Δ Federated Data Warehouse (for scenarios that are intended to integrate data supermarkets into data warehouses in the future)
As for the structure, we all know that the model of relational database is "E-Modal", the Data Warehouse uses the Dimensions model, and in this dimension model, the most commonly used data warehouse structure is the "star" structure and its extended "snowflake" structure.
(Dimensions are classified information about the organization's data warehouse data, such as time, address, person in charge, and so on.) )
The structural drawings are as follows:
The star structure is a relational database structure in which the fact table is surrounded by a dimension table, the data is maintained in the fact table, and the dimension data is maintained in the dimension table. Each dimension table is directly associated with the fact table through a single keyword.
This type of star structure is very suitable for Data Warehouse database design. The reasons are as follows:
1. This design is flexible enough to be easily modified and added when data Warehouse growth or application changes.
2. Easy to understand for both developers and end users.
3. Simulates the typical way in which end users consider and use their business data.
4. Easy to implement as a physical database, and many DBMS can recognize this structure and optimize it, so this design structure can produce efficient query.
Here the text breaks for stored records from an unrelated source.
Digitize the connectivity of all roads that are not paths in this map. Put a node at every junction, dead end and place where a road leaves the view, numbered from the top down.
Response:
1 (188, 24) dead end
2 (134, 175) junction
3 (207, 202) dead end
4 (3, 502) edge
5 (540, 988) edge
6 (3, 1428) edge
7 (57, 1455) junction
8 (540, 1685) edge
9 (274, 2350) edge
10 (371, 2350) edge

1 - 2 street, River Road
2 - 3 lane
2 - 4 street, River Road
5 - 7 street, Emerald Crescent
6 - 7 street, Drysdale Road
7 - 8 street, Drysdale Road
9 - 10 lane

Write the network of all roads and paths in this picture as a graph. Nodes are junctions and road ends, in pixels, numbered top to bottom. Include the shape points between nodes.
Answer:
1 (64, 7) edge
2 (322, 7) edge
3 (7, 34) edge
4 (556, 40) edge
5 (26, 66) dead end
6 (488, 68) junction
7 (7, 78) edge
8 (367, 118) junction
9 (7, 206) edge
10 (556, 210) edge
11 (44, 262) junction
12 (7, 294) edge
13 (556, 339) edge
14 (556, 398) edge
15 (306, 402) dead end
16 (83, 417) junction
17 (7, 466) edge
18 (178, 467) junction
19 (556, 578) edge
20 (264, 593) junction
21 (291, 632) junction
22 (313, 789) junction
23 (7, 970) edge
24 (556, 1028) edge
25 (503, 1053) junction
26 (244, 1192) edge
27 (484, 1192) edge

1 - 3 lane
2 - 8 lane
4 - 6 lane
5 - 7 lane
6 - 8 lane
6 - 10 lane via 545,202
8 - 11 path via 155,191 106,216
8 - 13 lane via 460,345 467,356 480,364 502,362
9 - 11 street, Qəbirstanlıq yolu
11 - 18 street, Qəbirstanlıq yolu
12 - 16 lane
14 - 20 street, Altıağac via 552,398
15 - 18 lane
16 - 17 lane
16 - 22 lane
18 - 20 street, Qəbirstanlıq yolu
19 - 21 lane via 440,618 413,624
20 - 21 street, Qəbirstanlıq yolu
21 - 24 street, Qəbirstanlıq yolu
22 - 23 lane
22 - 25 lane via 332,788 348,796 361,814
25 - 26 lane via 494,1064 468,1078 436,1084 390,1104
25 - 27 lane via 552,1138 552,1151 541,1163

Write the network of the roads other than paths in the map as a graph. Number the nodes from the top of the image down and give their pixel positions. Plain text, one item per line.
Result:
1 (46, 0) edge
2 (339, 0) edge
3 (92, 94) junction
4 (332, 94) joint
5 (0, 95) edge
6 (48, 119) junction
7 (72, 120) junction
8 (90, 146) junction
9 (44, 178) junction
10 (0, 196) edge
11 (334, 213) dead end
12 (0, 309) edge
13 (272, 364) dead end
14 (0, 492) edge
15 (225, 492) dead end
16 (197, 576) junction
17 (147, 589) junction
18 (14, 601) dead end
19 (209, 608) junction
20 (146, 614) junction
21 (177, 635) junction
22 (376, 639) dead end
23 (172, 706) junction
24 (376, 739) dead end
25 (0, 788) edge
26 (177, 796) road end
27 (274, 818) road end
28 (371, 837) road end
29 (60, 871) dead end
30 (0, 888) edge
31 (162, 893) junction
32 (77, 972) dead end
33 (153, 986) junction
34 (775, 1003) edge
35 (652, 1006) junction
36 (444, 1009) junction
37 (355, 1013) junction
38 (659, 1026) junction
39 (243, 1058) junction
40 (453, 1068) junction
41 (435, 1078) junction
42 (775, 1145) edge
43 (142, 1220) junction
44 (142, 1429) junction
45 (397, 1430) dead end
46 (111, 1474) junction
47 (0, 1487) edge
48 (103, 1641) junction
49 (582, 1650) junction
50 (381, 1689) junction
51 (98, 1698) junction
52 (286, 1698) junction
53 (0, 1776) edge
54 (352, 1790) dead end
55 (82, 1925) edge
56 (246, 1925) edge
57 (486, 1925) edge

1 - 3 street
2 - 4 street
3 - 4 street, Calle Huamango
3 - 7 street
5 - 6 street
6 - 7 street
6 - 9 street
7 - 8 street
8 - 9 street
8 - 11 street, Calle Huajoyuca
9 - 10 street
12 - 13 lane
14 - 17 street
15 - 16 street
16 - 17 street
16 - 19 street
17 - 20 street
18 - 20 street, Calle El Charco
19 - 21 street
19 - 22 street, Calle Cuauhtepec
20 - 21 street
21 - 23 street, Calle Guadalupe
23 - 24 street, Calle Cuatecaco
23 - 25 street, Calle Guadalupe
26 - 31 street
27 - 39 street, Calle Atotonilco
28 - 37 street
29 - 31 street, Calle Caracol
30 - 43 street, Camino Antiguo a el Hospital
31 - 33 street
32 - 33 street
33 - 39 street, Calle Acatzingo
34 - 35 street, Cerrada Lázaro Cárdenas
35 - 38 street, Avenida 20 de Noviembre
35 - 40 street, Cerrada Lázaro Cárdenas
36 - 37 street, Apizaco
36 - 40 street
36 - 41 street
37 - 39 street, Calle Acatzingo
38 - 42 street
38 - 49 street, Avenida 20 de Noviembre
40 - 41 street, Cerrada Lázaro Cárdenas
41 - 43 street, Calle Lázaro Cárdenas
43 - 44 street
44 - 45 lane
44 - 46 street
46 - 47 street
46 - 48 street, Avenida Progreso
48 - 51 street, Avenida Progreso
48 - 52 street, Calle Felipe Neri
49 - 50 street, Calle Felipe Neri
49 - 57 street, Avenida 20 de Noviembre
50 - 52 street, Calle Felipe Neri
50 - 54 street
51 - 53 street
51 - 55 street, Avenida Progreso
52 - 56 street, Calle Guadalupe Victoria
As you can see, this structure is an extension of the star structure, just adding auxiliary details. The dimension table stores the normalized data, which improves query performance by reducing the number of disk reads. A dimension table is decomposed into a primary dimension table that is directly associated with the fact table and a secondary dimension table associated with the primary dimension table.
The above simple introduction of some basic knowledge of data Warehouse, for the design and management of data Warehouse, I think it is a very practical work, not only need sufficient theoretical knowledge, but also in the application of continuous exploration and summary. As a novice to the data warehouse, the understanding of these, has more learning passion. Here to talk about these, hope Master friend don't laugh. If you have a better understanding and experience, I hope you can communicate with each other. I believe that good communication is our growth of "high-quality calcium." :)
The content source of this page is from Internet, which doesn't represent Alibaba Cloud's opinion;
products and services mentioned on that page don't have any relationship with Alibaba Cloud. If the
content of the page makes you feel confusing, please write us an email, we will handle the problem
within 5 days after receiving your email.
If you find any instances of plagiarism from the community, please send an email to:
info-contact@alibabacloud.com
and provide relevant evidence. A staff member will contact you within 5 working days.